--- DATA RECORDS ---
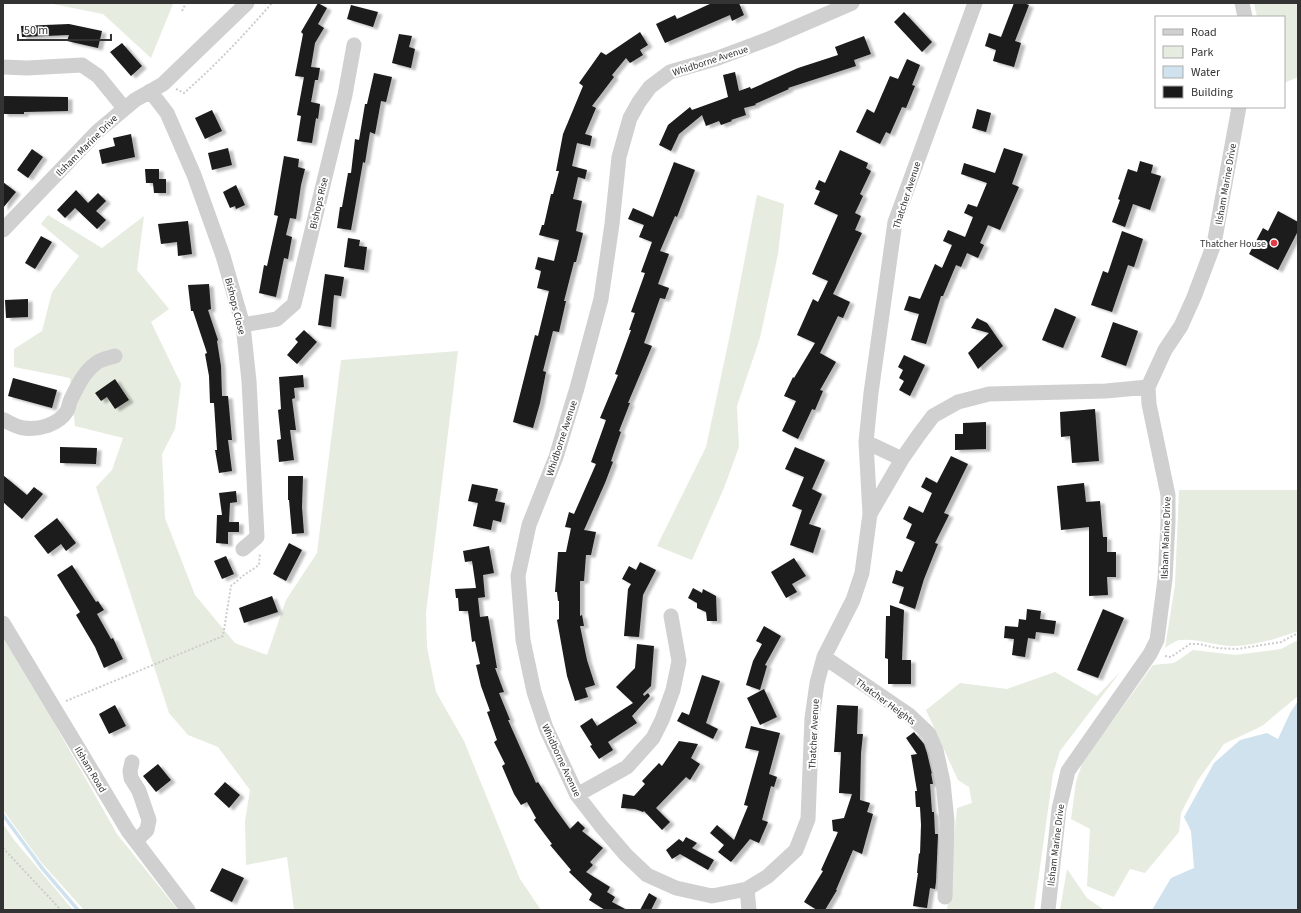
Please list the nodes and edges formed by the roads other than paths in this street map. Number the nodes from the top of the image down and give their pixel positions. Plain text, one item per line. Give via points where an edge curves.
1 (247, 3) edge
2 (852, 3) edge
3 (975, 3) edge
4 (1242, 3) edge
5 (1245, 16) edge
6 (354, 45) dead end
7 (3, 67) edge
8 (150, 91) junction
9 (124, 108) junction
10 (1239, 108) edge
11 (3, 230) edge
12 (243, 325) junction
13 (115, 356) dead end
14 (1148, 387) junction
15 (3, 421) edge
16 (866, 442) junction
17 (902, 459) junction
18 (870, 514) junction
19 (243, 549) dead end
20 (671, 616) dead end
21 (3, 623) edge
22 (824, 657) junction
23 (132, 762) dead end
24 (577, 794) junction
25 (136, 841) junction
26 (747, 889) junction
27 (945, 897) dead end
28 (188, 910) edge
29 (749, 910) edge
30 (1048, 910) edge

1 - 8 street, Ilsham Marine Drive via 163,84
2 - 24 street, Whidborne Avenue via 771,38 718,58 670,72 650,88 630,118 619,157 601,299 556,457 530,525 518,576 523,640 534,692 546,728
3 - 16 street, Thatcher Avenue via 895,222
4 - 5 street
6 - 12 street, Bishops Rise via 345,94 294,304 277,319
7 - 9 street via 82,66 98,76
8 - 9 street, Ilsham Marine Drive
8 - 12 street, Bishops Close via 167,113 194,175 223,256
9 - 11 street, Ilsham Marine Drive via 98,131
10 - 14 street, Ilsham Marine Drive via 1214,244 1181,326 1165,350
12 - 19 street, Bishops Close via 262,540
13 - 15 street via 102,360 90,368 67,410 56,422 41,427 23,428
14 - 17 street, Thatcher Avenue via 1106,391 989,394 958,402 933,416
14 - 30 street, Ilsham Marine Drive via 1149,404 1168,495 1165,579 1157,640 1150,654 1068,771 1059,809
16 - 17 street
16 - 18 street, Thatcher Avenue
17 - 18 street, Thatcher Avenue
18 - 22 street, Thatcher Avenue via 862,573 853,600
20 - 24 street via 679,661 673,690 653,738 626,767
21 - 25 street, Ilsham Road
22 - 26 street, Thatcher Avenue via 812,718 808,820 796,850 768,876
22 - 27 street, Thatcher Heights via 909,714 929,734 936,750 946,805
23 - 25 street via 131,778 141,796 149,820 147,830
24 - 26 street, Whidborne Avenue via 611,838 647,875 676,888 712,896
25 - 28 street, Ilsham Road
26 - 29 street

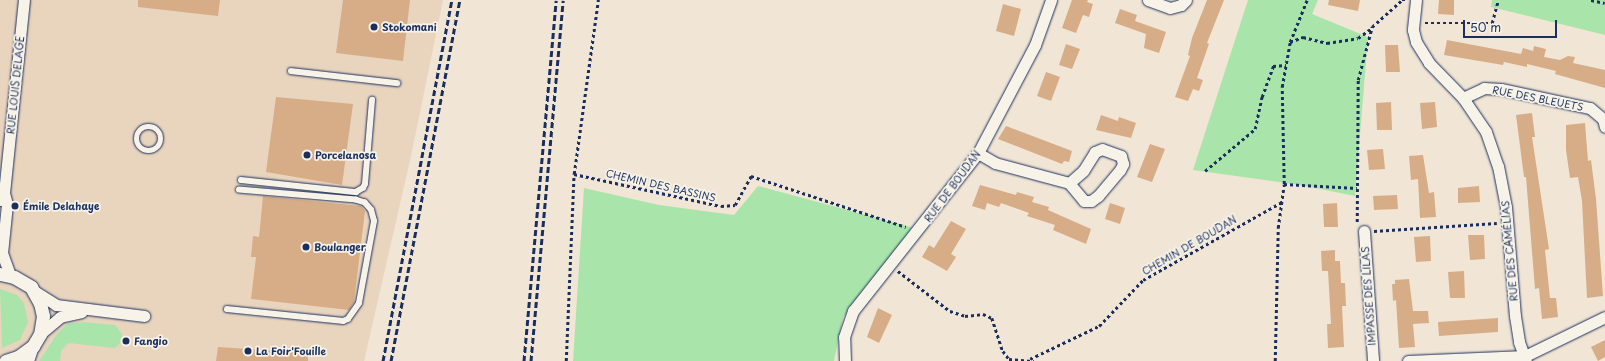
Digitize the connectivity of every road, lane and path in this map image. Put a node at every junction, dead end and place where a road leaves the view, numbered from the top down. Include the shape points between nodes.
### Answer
1 (24, 0) edge
2 (598, 0) edge
3 (1051, 0) edge
4 (1148, 0) edge
5 (1186, 0) edge
6 (1307, 0) edge
7 (1412, 0) edge
8 (1416, 0) edge
9 (1498, 0) edge
10 (1591, 0) edge
11 (1605, 3) edge
12 (1413, 24) junction
13 (1372, 27) junction
14 (1290, 42) junction
15 (1286, 65) junction
16 (291, 71) dead end
17 (397, 83) dead end
18 (1463, 98) junction
19 (372, 100) dead end
20 (1605, 127) edge
21 (143, 128) joint
22 (978, 153) junction
23 (1205, 171) dead end
24 (574, 174) junction
25 (240, 180) dead end
26 (1069, 183) junction
27 (1284, 184) junction
28 (1357, 188) junction
29 (239, 190) dead end
30 (2, 197) edge
31 (1282, 202) junction
32 (1508, 222) junction
33 (918, 231) junction
34 (1364, 231) junction
35 (891, 265) junction
36 (5, 274) edge
37 (34, 291) junction
38 (227, 309) dead end
39 (106, 312) junction
40 (144, 316) dead end
41 (1605, 316) edge
42 (40, 334) junction
43 (32, 346) junction
44 (1030, 359) junction
45 (1525, 359) edge
46 (6, 361) edge
47 (28, 361) edge
48 (566, 361) edge
49 (845, 361) edge
50 (1034, 361) edge
51 (1275, 361) edge
52 (1373, 361) edge
53 (1408, 361) edge

1 - 30 street, RUE LOUIS DELAGE
2 - 24 path
3 - 22 street, RUE DE BOUDAN via 1035,45
4 - 5 street via 1170,8 1181,5
6 - 14 path
7 - 13 path via 1402,0
8 - 12 street, RUE DES CAMÉLIAS
9 - 12 path via 1492,23
10 - 11 path
12 - 18 street, RUE DES CAMÉLIAS via 1416,42 1429,63
13 - 14 path via 1358,38 1327,43 1303,37
13 - 28 path via 1358,80
14 - 15 path
15 - 23 path via 1273,66 1262,97 1255,129
15 - 27 path via 1282,87
16 - 17 lane
18 - 20 street, RUE DES BLEUETS via 1484,88 1501,89 1590,108 1603,119
18 - 32 street, RUE DES CAMÉLIAS via 1486,132 1498,166
19 - 25 lane via 363,188 356,192 344,193
21 - 21 lane via 137,136 139,146 148,152 154,151 161,144 160,133 151,127
22 - 26 street via 995,163
22 - 33 street, RUE DE BOUDAN
24 - 33 path, CHEMIN DES BASSINS via 721,206 736,205 751,176
24 - 48 path
26 - 26 street via 1084,201 1091,201 1120,170 1123,164 1121,156 1102,149 1095,152 1083,171
27 - 28 path
27 - 31 path
28 - 34 path via 1357,226
29 - 38 lane via 356,200 365,203 371,210 374,221 359,303 348,319 343,321
30 - 36 street, RUE LOUIS DELAGE via 7,204 2,253
31 - 44 path, CHEMIN DE BOUDAN via 1143,280 1099,326
31 - 51 path via 1278,228
32 - 34 path
32 - 45 street, RUE DES CAMÉLIAS via 1515,316
33 - 35 street, RUE DE BOUDAN
34 - 52 street, IMPASSE DES LILAS
35 - 44 path, CHEMIN DE BOUDAN via 950,311 966,316 983,314 992,318 1003,351 1009,359
35 - 49 street, RUE DE BOUDAN via 853,312 844,337
36 - 37 street via 23,281
37 - 39 street via 56,305
37 - 42 street via 43,312
39 - 40 street
39 - 42 street via 77,312 60,317
41 - 45 street
42 - 43 street
43 - 46 street via 18,357
43 - 47 street
44 - 50 path, CHEMIN DE BOUDAN
45 - 53 street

--- PROBLEM REQUIREMENTS ---
Images should not appear in the copy; retype the listing above exactly.

--- ANSWER SECTION ---
Please list the nodes and edges formed by the roads other than paths in this street map. Number the nodes from the top of the image down and give their pixel positions. Plain text, one item per line. Give via points where an edge curves.
1 (247, 3) edge
2 (852, 3) edge
3 (975, 3) edge
4 (1242, 3) edge
5 (1245, 16) edge
6 (354, 45) dead end
7 (3, 67) edge
8 (150, 91) junction
9 (124, 108) junction
10 (1239, 108) edge
11 (3, 230) edge
12 (243, 325) junction
13 (115, 356) dead end
14 (1148, 387) junction
15 (3, 421) edge
16 (866, 442) junction
17 (902, 459) junction
18 (870, 514) junction
19 (243, 549) dead end
20 (671, 616) dead end
21 (3, 623) edge
22 (824, 657) junction
23 (132, 762) dead end
24 (577, 794) junction
25 (136, 841) junction
26 (747, 889) junction
27 (945, 897) dead end
28 (188, 910) edge
29 (749, 910) edge
30 (1048, 910) edge

1 - 8 street, Ilsham Marine Drive via 163,84
2 - 24 street, Whidborne Avenue via 771,38 718,58 670,72 650,88 630,118 619,157 601,299 556,457 530,525 518,576 523,640 534,692 546,728
3 - 16 street, Thatcher Avenue via 895,222
4 - 5 street
6 - 12 street, Bishops Rise via 345,94 294,304 277,319
7 - 9 street via 82,66 98,76
8 - 9 street, Ilsham Marine Drive
8 - 12 street, Bishops Close via 167,113 194,175 223,256
9 - 11 street, Ilsham Marine Drive via 98,131
10 - 14 street, Ilsham Marine Drive via 1214,244 1181,326 1165,350
12 - 19 street, Bishops Close via 262,540
13 - 15 street via 102,360 90,368 67,410 56,422 41,427 23,428
14 - 17 street, Thatcher Avenue via 1106,391 989,394 958,402 933,416
14 - 30 street, Ilsham Marine Drive via 1149,404 1168,495 1165,579 1157,640 1150,654 1068,771 1059,809
16 - 17 street
16 - 18 street, Thatcher Avenue
17 - 18 street, Thatcher Avenue
18 - 22 street, Thatcher Avenue via 862,573 853,600
20 - 24 street via 679,661 673,690 653,738 626,767
21 - 25 street, Ilsham Road
22 - 26 street, Thatcher Avenue via 812,718 808,820 796,850 768,876
22 - 27 street, Thatcher Heights via 909,714 929,734 936,750 946,805
23 - 25 street via 131,778 141,796 149,820 147,830
24 - 26 street, Whidborne Avenue via 611,838 647,875 676,888 712,896
25 - 28 street, Ilsham Road
26 - 29 street

Digitize the connectivity of every road, lane and path in this map image. Put a node at every junction, dead end and place where a road leaves the view, numbered from the top down. Include the shape points between nodes.
### Answer
1 (24, 0) edge
2 (598, 0) edge
3 (1051, 0) edge
4 (1148, 0) edge
5 (1186, 0) edge
6 (1307, 0) edge
7 (1412, 0) edge
8 (1416, 0) edge
9 (1498, 0) edge
10 (1591, 0) edge
11 (1605, 3) edge
12 (1413, 24) junction
13 (1372, 27) junction
14 (1290, 42) junction
15 (1286, 65) junction
16 (291, 71) dead end
17 (397, 83) dead end
18 (1463, 98) junction
19 (372, 100) dead end
20 (1605, 127) edge
21 (143, 128) joint
22 (978, 153) junction
23 (1205, 171) dead end
24 (574, 174) junction
25 (240, 180) dead end
26 (1069, 183) junction
27 (1284, 184) junction
28 (1357, 188) junction
29 (239, 190) dead end
30 (2, 197) edge
31 (1282, 202) junction
32 (1508, 222) junction
33 (918, 231) junction
34 (1364, 231) junction
35 (891, 265) junction
36 (5, 274) edge
37 (34, 291) junction
38 (227, 309) dead end
39 (106, 312) junction
40 (144, 316) dead end
41 (1605, 316) edge
42 (40, 334) junction
43 (32, 346) junction
44 (1030, 359) junction
45 (1525, 359) edge
46 (6, 361) edge
47 (28, 361) edge
48 (566, 361) edge
49 (845, 361) edge
50 (1034, 361) edge
51 (1275, 361) edge
52 (1373, 361) edge
53 (1408, 361) edge

1 - 30 street, RUE LOUIS DELAGE
2 - 24 path
3 - 22 street, RUE DE BOUDAN via 1035,45
4 - 5 street via 1170,8 1181,5
6 - 14 path
7 - 13 path via 1402,0
8 - 12 street, RUE DES CAMÉLIAS
9 - 12 path via 1492,23
10 - 11 path
12 - 18 street, RUE DES CAMÉLIAS via 1416,42 1429,63
13 - 14 path via 1358,38 1327,43 1303,37
13 - 28 path via 1358,80
14 - 15 path
15 - 23 path via 1273,66 1262,97 1255,129
15 - 27 path via 1282,87
16 - 17 lane
18 - 20 street, RUE DES BLEUETS via 1484,88 1501,89 1590,108 1603,119
18 - 32 street, RUE DES CAMÉLIAS via 1486,132 1498,166
19 - 25 lane via 363,188 356,192 344,193
21 - 21 lane via 137,136 139,146 148,152 154,151 161,144 160,133 151,127
22 - 26 street via 995,163
22 - 33 street, RUE DE BOUDAN
24 - 33 path, CHEMIN DES BASSINS via 721,206 736,205 751,176
24 - 48 path
26 - 26 street via 1084,201 1091,201 1120,170 1123,164 1121,156 1102,149 1095,152 1083,171
27 - 28 path
27 - 31 path
28 - 34 path via 1357,226
29 - 38 lane via 356,200 365,203 371,210 374,221 359,303 348,319 343,321
30 - 36 street, RUE LOUIS DELAGE via 7,204 2,253
31 - 44 path, CHEMIN DE BOUDAN via 1143,280 1099,326
31 - 51 path via 1278,228
32 - 34 path
32 - 45 street, RUE DES CAMÉLIAS via 1515,316
33 - 35 street, RUE DE BOUDAN
34 - 52 street, IMPASSE DES LILAS
35 - 44 path, CHEMIN DE BOUDAN via 950,311 966,316 983,314 992,318 1003,351 1009,359
35 - 49 street, RUE DE BOUDAN via 853,312 844,337
36 - 37 street via 23,281
37 - 39 street via 56,305
37 - 42 street via 43,312
39 - 40 street
39 - 42 street via 77,312 60,317
41 - 45 street
42 - 43 street
43 - 46 street via 18,357
43 - 47 street
44 - 50 path, CHEMIN DE BOUDAN
45 - 53 street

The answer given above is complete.